<RobertNicholas[m>
And trying to implement the differed registers from the ruby end
<enebo[m]>
Robert Nicholas: put '&' in front of ->
<enebo[m]>
I think you are passing the lambda as a parameter and not a block parameter
<RobertNicholas[m>
if that's all it is 🤦♂️
<enebo[m]>
@BLOCKS.register("bigboi") { @block }
<enebo[m]>
lambda is good to prevent arity mismatches but I think an ordinary proc may work better here
<RobertNicholas[m>
hmm no dice there either, it compiles and boots but am not actually seeing blocks getting registered (and showing up in game) gonna need to debug a bit more but thanks for pushing me the right direction :)
<enebo[m]>
I think based on what the API said the snippet above should work unless somehow it is something with the lifecycle of Example going away before the API calls .get()
<enebo[m]>
Perhaps putting a puts/log in there can also tell you if you see it being called
<enebo[m]>
So this appears to want a class which has annotations. even if you to Example.java_class this class will have no annotations to process.
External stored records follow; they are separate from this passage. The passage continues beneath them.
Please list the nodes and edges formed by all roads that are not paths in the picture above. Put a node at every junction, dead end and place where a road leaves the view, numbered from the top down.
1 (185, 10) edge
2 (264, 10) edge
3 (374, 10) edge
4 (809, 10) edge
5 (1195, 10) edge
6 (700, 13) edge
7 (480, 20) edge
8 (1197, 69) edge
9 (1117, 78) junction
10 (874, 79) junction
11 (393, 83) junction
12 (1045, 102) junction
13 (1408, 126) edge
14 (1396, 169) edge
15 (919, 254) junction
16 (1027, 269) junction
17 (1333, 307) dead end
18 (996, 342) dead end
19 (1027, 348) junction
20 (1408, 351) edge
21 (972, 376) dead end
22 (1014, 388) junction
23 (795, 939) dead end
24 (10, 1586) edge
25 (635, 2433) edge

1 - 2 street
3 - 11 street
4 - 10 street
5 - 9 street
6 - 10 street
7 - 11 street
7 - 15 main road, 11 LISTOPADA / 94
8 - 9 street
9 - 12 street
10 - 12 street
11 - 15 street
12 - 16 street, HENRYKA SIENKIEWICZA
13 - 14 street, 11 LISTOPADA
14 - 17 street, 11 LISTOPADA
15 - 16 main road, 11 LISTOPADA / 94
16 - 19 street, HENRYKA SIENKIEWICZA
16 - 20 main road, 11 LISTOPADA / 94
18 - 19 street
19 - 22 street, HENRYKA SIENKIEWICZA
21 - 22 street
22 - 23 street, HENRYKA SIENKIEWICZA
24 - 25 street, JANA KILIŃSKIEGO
I am not sure how the example related to RubyCore but I am guessing at some level you will have a java type which has some basic annotations which represent what Example will be or something like that?
<enebo[m]>
This brings back some nightmares in bukkit and bootstrapping but bukkit was not so anno heavy so it was easier (I am guessing so anyways)
<RobertNicholas[m>
sorry got pulled away
<RobertNicholas[m>
you're right, that explains why it's not working
<RobertNicholas[m>
I was hoping to get around the old method which also had a problem because of annotations but it looks like I'm going to have to write some type of bridge
<RobertNicholas[m>
I think what I'll probably do is implement the registries in java and just have ruby able to call them to add things to them
<RobertNicholas[m>
the hope was to have the java layer eventually be completely separate so I wouldn't have to maintain a java layer, and ruby layer of the same thing, and to leave more room for other libraries (e.g. fabric / sponge support would mean just adding a new file for each with the appropriate java_imports)
<RobertNicholas[m>
what blocks jruby from supporting annotations? Am curious if there'd be a way it could, e.g. defining a @annotations variable in the class object that gets translated. Even if it meant each function / class with an annotation needed specified manually somewhere it'd be cool to have it
<RobertNicholas[m>
update, turns out you were right about the cause before
<RobertNicholas[m>
I moved the differed registers into the java side then tried to add to them from the ruby side and now the error isn't being splat
<RobertNicholas[m>
"org.jruby.embed.InvokeFailedException: java.lang.IllegalStateException: Cannot register new entries to DeferredRegister after RegistryEvent.Register has been fired."